NORTH ALASKA UPPER CRETACEOUS TEPHRA: EURASIAN OR NORTH AMERICAN SOURCE CALDERAS?
Cretaceous tuffs and bentonites are largely composed of K-bentonite, an interlayered type of illite-smectite clay, illite, and kaolinite (all largely alteration products of volcanic glass), with trace to minor amounts of biotite, sanidine, plagioclase, quartz, Fe-Ti-oxides, zircon and apatite. These tephra represent distal pyroclastic fall deposits of dacite to rhyolite composition, Plinian-style caldera eruptions from Circum-Arctic volcanoes located 500->1000 km from the North Slope. Primary glass is abundant in the Maestrichtian group of tuffs at Ocean Point, where several 10-80 cm-thick, glass shard-rich tuffs overlie dinosaur bone-bearing non-marine mudstones and siltstones of the Prince Creek Formation. Biotite-rich bentonites over 1 m thick occur along the Colville River upstream of Umiat within shelf deposits of the Seabee Formation.
K-Ar, 40Ar/39Ar, and fission track ages on a variety of phases (biotite, sanidine, glass, apatite, zircon), as well as a variety of radiogenic isotope (Sr-Nd), major and trace element geochemistry, and X-ray diffraction data place firm constraints on the absolute age (66-95 Ma), compositional diversity, and source character of these tephra beds.

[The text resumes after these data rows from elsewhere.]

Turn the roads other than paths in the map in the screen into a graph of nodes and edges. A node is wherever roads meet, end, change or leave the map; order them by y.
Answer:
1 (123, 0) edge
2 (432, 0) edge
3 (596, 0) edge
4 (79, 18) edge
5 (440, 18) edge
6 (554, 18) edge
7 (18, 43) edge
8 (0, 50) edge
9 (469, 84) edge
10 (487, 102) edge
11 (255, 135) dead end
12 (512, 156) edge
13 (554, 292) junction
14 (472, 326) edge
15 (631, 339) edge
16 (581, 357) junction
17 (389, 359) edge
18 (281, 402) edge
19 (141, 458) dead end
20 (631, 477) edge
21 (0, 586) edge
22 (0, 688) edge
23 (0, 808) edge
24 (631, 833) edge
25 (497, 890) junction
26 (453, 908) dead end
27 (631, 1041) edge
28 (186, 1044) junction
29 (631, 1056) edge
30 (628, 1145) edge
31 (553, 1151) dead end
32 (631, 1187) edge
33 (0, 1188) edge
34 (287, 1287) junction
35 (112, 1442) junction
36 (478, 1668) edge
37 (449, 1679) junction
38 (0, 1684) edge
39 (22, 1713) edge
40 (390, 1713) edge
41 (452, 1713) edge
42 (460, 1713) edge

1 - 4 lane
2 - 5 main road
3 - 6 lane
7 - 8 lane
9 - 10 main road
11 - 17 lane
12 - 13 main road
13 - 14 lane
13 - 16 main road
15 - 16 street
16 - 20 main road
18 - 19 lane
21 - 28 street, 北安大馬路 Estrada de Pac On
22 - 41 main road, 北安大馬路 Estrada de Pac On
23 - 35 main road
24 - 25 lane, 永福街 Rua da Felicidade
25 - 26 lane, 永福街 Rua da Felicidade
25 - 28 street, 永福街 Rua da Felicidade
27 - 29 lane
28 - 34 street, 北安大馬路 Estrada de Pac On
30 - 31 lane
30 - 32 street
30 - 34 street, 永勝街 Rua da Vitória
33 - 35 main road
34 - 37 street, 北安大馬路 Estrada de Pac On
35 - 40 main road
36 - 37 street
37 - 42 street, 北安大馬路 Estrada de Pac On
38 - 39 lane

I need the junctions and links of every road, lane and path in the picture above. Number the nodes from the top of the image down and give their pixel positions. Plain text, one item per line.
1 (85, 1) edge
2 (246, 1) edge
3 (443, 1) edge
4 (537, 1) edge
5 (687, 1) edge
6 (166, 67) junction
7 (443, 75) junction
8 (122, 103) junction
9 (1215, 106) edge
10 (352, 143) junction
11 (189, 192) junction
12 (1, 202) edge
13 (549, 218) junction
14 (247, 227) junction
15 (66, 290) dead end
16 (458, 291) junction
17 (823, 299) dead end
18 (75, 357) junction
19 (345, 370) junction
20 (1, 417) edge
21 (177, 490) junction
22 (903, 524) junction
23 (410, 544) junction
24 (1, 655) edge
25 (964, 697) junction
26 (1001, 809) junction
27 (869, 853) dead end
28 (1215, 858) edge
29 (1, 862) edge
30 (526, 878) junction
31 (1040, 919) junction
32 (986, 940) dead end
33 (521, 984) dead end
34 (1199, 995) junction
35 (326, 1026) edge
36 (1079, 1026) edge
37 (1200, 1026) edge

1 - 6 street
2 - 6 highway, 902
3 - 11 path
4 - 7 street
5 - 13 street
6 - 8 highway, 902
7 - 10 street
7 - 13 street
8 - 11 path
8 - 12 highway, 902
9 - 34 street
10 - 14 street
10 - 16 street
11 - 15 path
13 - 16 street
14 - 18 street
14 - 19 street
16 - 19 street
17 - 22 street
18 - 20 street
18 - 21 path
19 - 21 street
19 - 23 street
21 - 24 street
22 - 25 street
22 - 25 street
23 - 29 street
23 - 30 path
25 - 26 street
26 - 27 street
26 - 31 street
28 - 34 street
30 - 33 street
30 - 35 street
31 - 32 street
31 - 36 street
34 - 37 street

Based on their composition, age, and proximity, the Cretaceous tephra deposits preserved in North Alaska sequences were most likely derived from caldera eruptions in NE Asia of the OkhotskChukotka volcanogenic belt. Sources in East Central Alaska or the Canadian Arctic Islands are possible candidates, but less likely based on inferred paleo-wind direction and other data.